Where a contract is made by an agent, the principal whom he
represents may maintain an action upon it in his own name, although
the name of the principal was not disclosed at the time of making
the contract, and although the
Page 62 U. S. 289
contract be in writing, parol evidence is admissible to show
that the agent was acting for his principal.
[MR. JUSTICE WAYNE DID NOT SIT IN THIS CAUSE.]
Ford lived in New York, and brought an action against John S.
Williams & Brother upon the following contract:
"BALTIMORE, October 31, 1855"
"For and in consideration of the sum of one dollar, the receipt
whereof is hereby acknowledged, we have this day purchased from
John W. Bell, and agree to receive from him in all the month of
February next, at his opinion, two thousand barrels Howard Street
super flour, we paying for the same at the rate of nine dollars per
barrel on the day the said flour is ready for delivery."
"JOHN S. WILLIAMS & BRO."
Upon the trial in the court below, much evidence was given which
it is not necessary to recite in the present aspect of the case.
The court, on the application of the defendants' counsel,
instructed the jury that upon the above contract Ford could not
recover.
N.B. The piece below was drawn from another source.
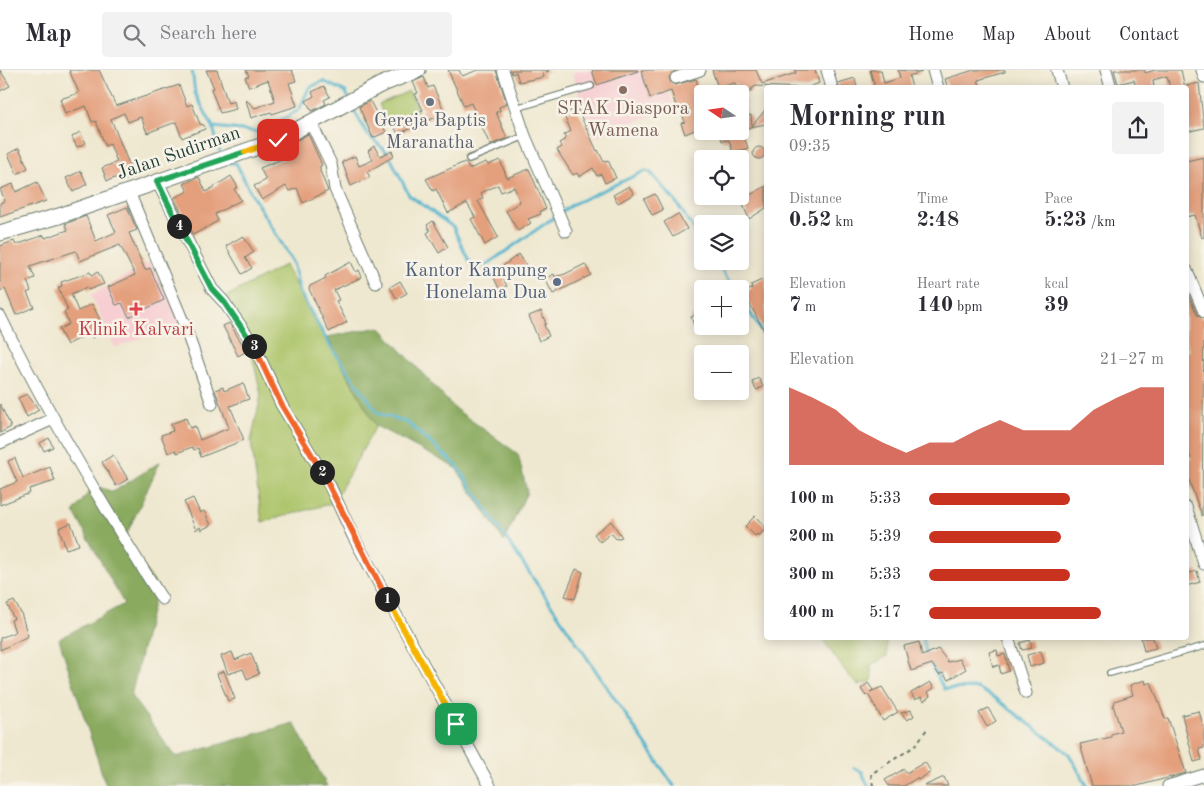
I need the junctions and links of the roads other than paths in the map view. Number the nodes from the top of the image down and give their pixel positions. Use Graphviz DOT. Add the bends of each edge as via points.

The only question in the case was whether, assuming the
contract to have been made for the benefit of the plaintiff without
any disclosure to the defendants of his interest, he was competent
to maintain a suit in his own name.
Page 62 U. S. 289
MR. JUSTICE GRIER delivered the opinion of the Court.
The single question presented for our decision in this case is
whether the principal can maintain an action on a written contract
made by his agent in his own name without disclosing the name of
the principal.
It is not necessary to the validity of a contract, under the
statute of frauds, that the writing disclose the principal. In the
brief memoranda of these contracts usually made by brokers and
factors, it is seldom done. If a party is informed that the person
with whom he is dealing is merely the agent for another, and
prefers to deal with the agent personally on his own credit, he
will not be allowed afterwards to charge the principal, but when he
deals with the agent, without any disclosure of the fact of his
agency, he may elect to treat the after-discovered principal as the
person with whom he contracted.
The contract of the agent is the contract of the principal, and
he may sue or be sued thereon though not named therein, and
notwithstanding the rule of law that an agreement reduced to
writing may not be contradicted or varied by parol, it is well
settled that the principal may show that the agent who made the
contract in his own name was acting for him. This proof does not
contradict the writing; it only explains the transaction. But the
agent, who binds himself, will not be allowed to contradict the
writing by proving that he was contracting only as agent, while the
same evidence will be admitted to charge the principal.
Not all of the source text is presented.